▶ What you need to do
A word-for-word copy of the entries is the goal; leave out the pictures.
☆ ☆ ☆ ☆
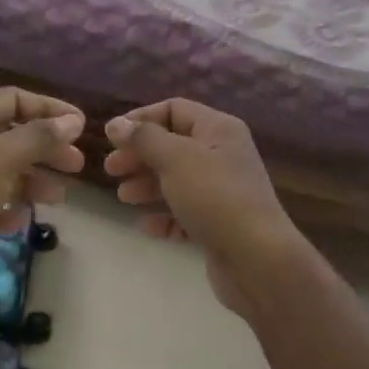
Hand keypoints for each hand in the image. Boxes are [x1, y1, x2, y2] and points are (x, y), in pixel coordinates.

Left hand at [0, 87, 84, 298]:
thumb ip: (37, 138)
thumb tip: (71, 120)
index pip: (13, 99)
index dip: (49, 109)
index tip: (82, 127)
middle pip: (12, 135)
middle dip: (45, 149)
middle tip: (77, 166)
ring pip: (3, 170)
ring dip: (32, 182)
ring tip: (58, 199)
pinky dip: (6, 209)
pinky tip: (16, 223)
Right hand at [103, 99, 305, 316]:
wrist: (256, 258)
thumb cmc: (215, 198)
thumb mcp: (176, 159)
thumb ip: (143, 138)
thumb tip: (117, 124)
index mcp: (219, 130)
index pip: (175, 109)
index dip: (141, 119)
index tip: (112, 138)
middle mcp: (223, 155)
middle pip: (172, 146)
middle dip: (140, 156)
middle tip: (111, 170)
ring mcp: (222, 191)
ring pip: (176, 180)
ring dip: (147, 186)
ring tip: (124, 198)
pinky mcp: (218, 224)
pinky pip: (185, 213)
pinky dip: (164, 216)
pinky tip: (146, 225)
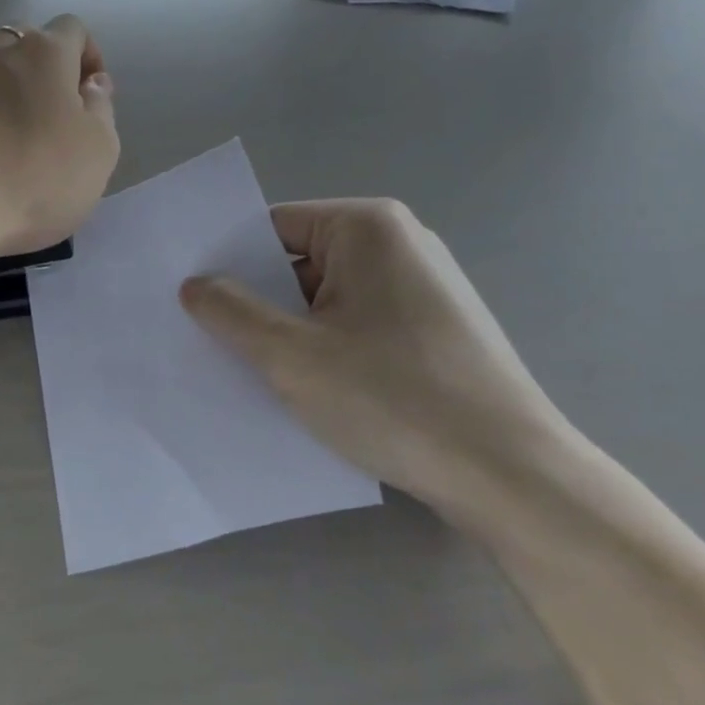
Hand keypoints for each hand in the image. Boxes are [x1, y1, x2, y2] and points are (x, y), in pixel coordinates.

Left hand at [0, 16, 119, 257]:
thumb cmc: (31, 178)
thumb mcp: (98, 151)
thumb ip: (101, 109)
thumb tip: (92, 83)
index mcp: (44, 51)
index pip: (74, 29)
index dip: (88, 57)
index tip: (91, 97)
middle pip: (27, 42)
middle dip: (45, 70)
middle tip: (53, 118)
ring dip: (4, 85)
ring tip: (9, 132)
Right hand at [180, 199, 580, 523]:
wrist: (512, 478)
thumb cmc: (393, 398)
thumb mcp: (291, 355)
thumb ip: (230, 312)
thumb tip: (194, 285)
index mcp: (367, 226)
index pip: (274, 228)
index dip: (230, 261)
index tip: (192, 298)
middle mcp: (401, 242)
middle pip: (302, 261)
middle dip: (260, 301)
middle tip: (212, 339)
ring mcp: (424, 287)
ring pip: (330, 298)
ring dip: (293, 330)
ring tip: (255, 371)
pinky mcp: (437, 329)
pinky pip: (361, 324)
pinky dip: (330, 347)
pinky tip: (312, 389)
☆ ☆ ☆ ☆
▶ Task answer
Hand keypoints for each hand in the image. Boxes are [x1, y1, x2, y2] and points are (x, y), in pixel coordinates.

Left hand at [0, 87, 84, 298]:
thumb ip: (37, 138)
thumb tip: (71, 120)
index pip: (13, 99)
index dip: (49, 109)
index tip: (82, 127)
middle pip: (12, 135)
middle dip: (45, 149)
middle tip: (77, 166)
ring pip: (3, 170)
ring dip: (32, 182)
ring tip: (58, 199)
pinky dip: (6, 209)
pinky tip: (16, 223)
Right hand at [103, 99, 305, 316]:
wrist: (256, 258)
thumb cmc: (215, 198)
thumb mcp: (176, 159)
thumb ip: (143, 138)
thumb tip: (117, 124)
index mcp: (219, 130)
index pip: (175, 109)
index dip: (141, 119)
index tip: (112, 138)
middle mcp: (223, 155)
middle pip: (172, 146)
middle dip: (140, 156)
middle tip: (111, 170)
ring mcp: (222, 191)
ring pip: (176, 180)
ring dip: (147, 186)
ring tip: (124, 198)
pinky mcp: (218, 224)
pinky pip: (185, 213)
pinky dip: (164, 216)
pinky tip: (146, 225)
Hand keypoints for each hand in the image. Boxes are [x1, y1, x2, y2] and points are (x, y), in pixel coordinates.

Left hand at [0, 16, 119, 257]:
thumb cmc: (31, 178)
thumb mcp: (98, 151)
thumb ip: (101, 109)
thumb tip: (92, 83)
index mcp: (44, 51)
index pip: (74, 29)
index dip: (88, 57)
index tip: (91, 97)
middle pip: (27, 42)
middle dip: (45, 70)
middle tip: (53, 118)
ring dip: (4, 85)
ring tip: (9, 132)
Right hand at [180, 199, 580, 523]:
wrist: (512, 478)
thumb cmc: (393, 398)
thumb mcp: (291, 355)
thumb ip: (230, 312)
thumb tip: (194, 285)
index mcp: (367, 226)
index pip: (274, 228)
index dip: (230, 261)
index tip: (192, 298)
middle mcp: (401, 242)
middle pip: (302, 261)
middle dip: (260, 301)
middle tip: (212, 339)
ring mcp: (424, 287)
ring pip: (330, 298)
ring dip: (293, 330)
ring tip: (255, 371)
pinky mcp: (437, 329)
pinky pip: (361, 324)
pinky dip: (330, 347)
pinky tip: (312, 389)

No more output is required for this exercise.